Henrietta Strickland
September 23, 2017

Vietnam's main malaria treatment is failing at an alarming rate because of a highly drug-resistant superbug that has spread into the southern part of the country from western Cambodia, scientists said Thursday.

Like bacteria, malaria is adapting to our medicines. This so-called "superbug" can not be treated with first-line anti-malarial drugs.

Vietnam's Ministry of Health had said in April that malaria resistant to artemisinin has been reported in five provinces and was threatening to spread nationwide. The strain emerged a few years ago in Cambodia, and has since spread to Thailand and Laos.

"It is alarming that this strain is spreading so quickly through the whole region and we fear it can spread further [and eventually] jump to Africa". The World Health Organisation claims that 1.5 million people are infected with malaria in southeast Asia annually, resulting in over 600 deaths. The superbugs are malaria parasites that can beat off the best current treatments, artemisinin and piperaquine.

Adding that the fact it is mostly drug resistant is a "sinister development".

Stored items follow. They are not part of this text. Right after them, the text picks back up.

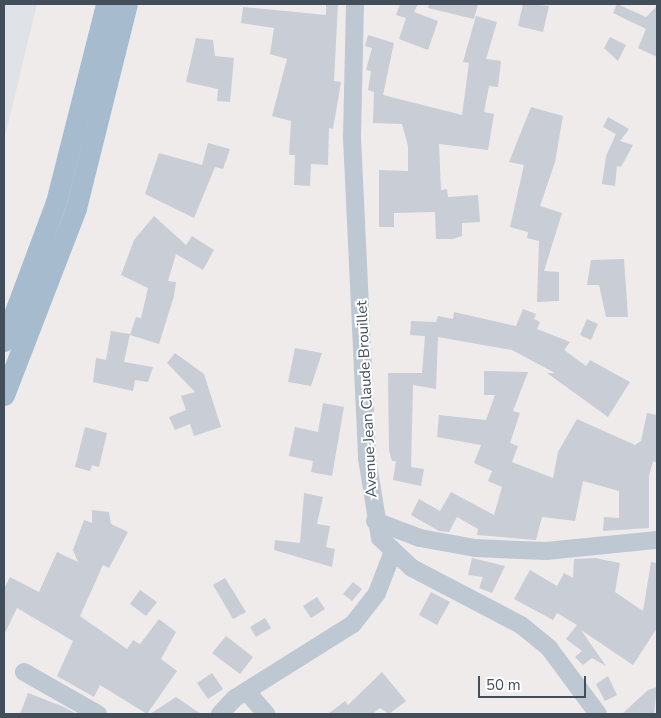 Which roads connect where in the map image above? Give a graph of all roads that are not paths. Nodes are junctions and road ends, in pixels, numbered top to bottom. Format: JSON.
{"nodes":[{"id":1,"x":106,"y":4,"type":"edge"},
{"id":2,"x":127,"y":4,"type":"edge"},
{"id":3,"x":355,"y":4,"type":"edge"},
{"id":4,"x":4,"y":341,"type":"edge"},
{"id":5,"x":4,"y":395,"type":"edge"},
{"id":6,"x":376,"y":521,"type":"junction"},
{"id":7,"x":657,"y":540,"type":"edge"},
{"id":8,"x":392,"y":554,"type":"junction"},
{"id":9,"x":24,"y":672,"type":"dead end"},
{"id":10,"x":248,"y":693,"type":"junction"},
{"id":11,"x":98,"y":714,"type":"edge"},
{"id":12,"x":220,"y":714,"type":"edge"},
{"id":13,"x":266,"y":714,"type":"edge"},
{"id":14,"x":598,"y":714,"type":"edge"}],
"edges":[{"from":1,"to":4,"type":"main road"},
{"from":2,"to":5,"type":"main road"},
{"from":3,"to":6,"type":"street","name":"Avenue Jean Claude Brouillet"},
{"from":6,"to":7,"type":"street"},
{"from":6,"to":8,"type":"street","name":"Avenue Jean Claude Brouillet"},
{"from":8,"to":10,"type":"street"},
{"from":8,"to":14,"type":"street"},
{"from":9,"to":11,"type":"street"},
{"from":10,"to":12,"type":"street"},
{"from":10,"to":13,"type":"street"}]}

The single multidrug resistant malaria parasite lineage (PfPailin) has spread to the south of Vietnam where it is responsible for "alarming rates" of first-line treatment failure, the scientists said in a letter for the October 2017 edition of the Lancet Infectious Diseases journal.

Malaria is a mosquito-borne disease especially deadly to children.

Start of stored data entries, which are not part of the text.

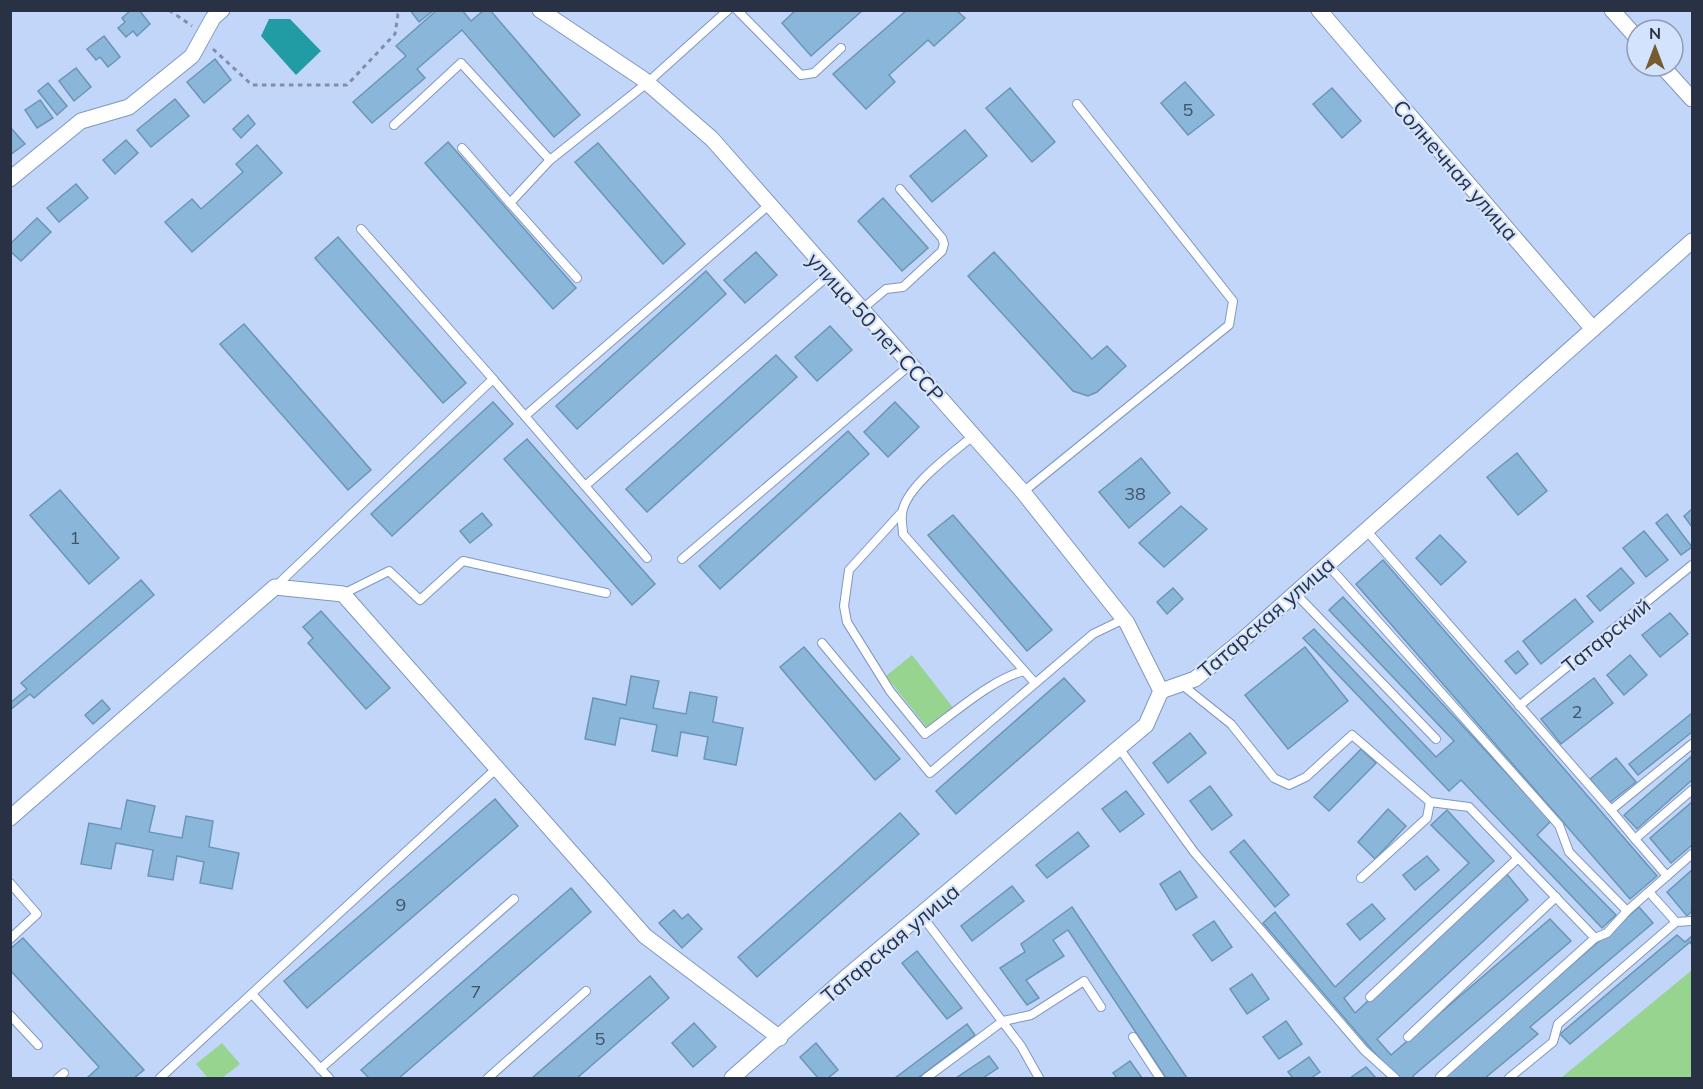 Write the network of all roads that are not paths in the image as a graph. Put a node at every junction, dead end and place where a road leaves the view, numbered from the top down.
1 (222, 10) edge
2 (540, 10) edge
3 (728, 10) edge
4 (737, 10) edge
5 (1320, 10) edge
6 (1612, 10) edge
7 (1625, 25) edge
8 (841, 48) dead end
9 (1673, 78) edge
10 (647, 83) junction
11 (1692, 99) edge
12 (1077, 104) dead end
13 (394, 125) dead end
14 (462, 148) dead end
15 (550, 160) junction
16 (10, 179) edge
17 (900, 189) dead end
18 (510, 203) junction
19 (769, 205) junction
20 (361, 229) dead end
21 (1692, 241) edge
22 (830, 275) junction
23 (577, 278) dead end
24 (861, 310) junction
25 (1593, 329) junction
26 (910, 365) junction
27 (493, 379) junction
28 (525, 416) junction
29 (973, 436) junction
30 (585, 486) junction
31 (1023, 492) junction
32 (901, 513) junction
33 (1366, 530) junction
34 (647, 558) dead end
35 (682, 559) dead end
36 (1327, 564) junction
37 (1692, 565) edge
38 (275, 587) junction
39 (606, 593) dead end
40 (1295, 593) junction
41 (343, 594) junction
42 (1124, 619) junction
43 (822, 643) dead end
44 (1024, 671) junction
45 (1035, 683) junction
46 (1181, 684) junction
47 (1161, 691) junction
48 (1519, 706) junction
49 (1436, 739) dead end
50 (1692, 744) edge
51 (1119, 748) junction
52 (497, 768) junction
53 (1692, 790) edge
54 (1430, 802) junction
55 (1611, 810) junction
56 (10, 818) edge
57 (1635, 839) junction
58 (1692, 854) edge
59 (1518, 858) junction
60 (1667, 876) junction
61 (1361, 878) dead end
62 (10, 883) edge
63 (1649, 892) junction
64 (1556, 897) junction
65 (514, 899) dead end
66 (1627, 911) junction
67 (922, 916) junction
68 (1692, 921) edge
69 (1676, 922) junction
70 (1595, 938) junction
71 (10, 939) edge
72 (586, 991) dead end
73 (252, 994) junction
74 (1370, 997) dead end
75 (1101, 1007) dead end
76 (10, 1015) edge
77 (1003, 1021) junction
78 (1408, 1036) dead end
79 (1133, 1037) dead end
80 (780, 1038) junction
81 (38, 1045) dead end
82 (321, 1070) junction
83 (1440, 1077) dead end
84 (160, 1078) edge
85 (329, 1078) edge
86 (488, 1078) edge
87 (732, 1078) edge
88 (926, 1078) edge
89 (1039, 1078) edge
90 (1160, 1078) edge
91 (1395, 1078) edge
92 (1509, 1078) edge

1 - 16 street
2 - 10 street, улица 50 лет СССР
3 - 10 lane
4 - 8 lane
5 - 25 street, Солнечная улица
6 - 7 street
9 - 11 street
10 - 15 lane
10 - 19 street, улица 50 лет СССР
12 - 31 lane
13 - 15 lane
14 - 18 lane
15 - 18 lane
17 - 24 lane
18 - 23 lane
19 - 22 street, улица 50 лет СССР
19 - 28 lane
20 - 27 lane
21 - 25 street, Татарская улица
22 - 24 street, улица 50 лет СССР
22 - 30 lane
24 - 26 street, улица 50 лет СССР
25 - 33 street, Татарская улица
26 - 29 street, улица 50 лет СССР
26 - 35 lane
27 - 28 lane
27 - 38 lane
28 - 30 lane
29 - 31 street, улица 50 лет СССР
29 - 32 lane
30 - 34 lane
31 - 42 street, улица 50 лет СССР
32 - 44 lane
32 - 44 lane
33 - 36 street, Татарская улица
33 - 48 lane
36 - 40 street, Татарская улица
36 - 66 lane
37 - 48 lane, Татарский
38 - 41 street
38 - 56 street
39 - 41 lane
40 - 46 street, Татарская улица
40 - 49 lane
41 - 52 street
42 - 45 lane
42 - 47 street, улица 50 лет СССР
43 - 45 lane
44 - 45 lane
46 - 47 street, Татарская улица
46 - 54 lane
47 - 51 street, Татарская улица
48 - 55 lane
50 - 55 lane
51 - 67 street, Татарская улица
51 - 91 lane
52 - 73 lane
52 - 80 street
53 - 57 lane
54 - 59 lane
54 - 61 lane
55 - 57 lane
57 - 60 lane
58 - 60 lane
59 - 64 lane
59 - 74 lane
60 - 63 lane
62 - 71 lane
63 - 66 lane
63 - 69 lane
64 - 70 lane
64 - 78 lane
65 - 82 lane
66 - 70 lane
67 - 77 lane
67 - 80 street, Татарская улица
68 - 69 lane
69 - 92 lane
70 - 83 lane
72 - 86 lane
73 - 82 lane
73 - 84 lane
75 - 77 lane
76 - 81 lane
77 - 88 lane
77 - 89 lane
79 - 90 lane
80 - 87 street, Татарская улица
82 - 85 lane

Even so, the disease still kills more than 420,000 people each year worldwide and, in 2015, 91 countries and regions had ongoing malaria transmission.

Roughly 212 million people are infected with the disease each year, the majority of cases, 92 percent, are in Africa.

Drug resistance, whether it be to malaria, bacteria, or fungi, is an emerging theme in the first two decades of the 21st century.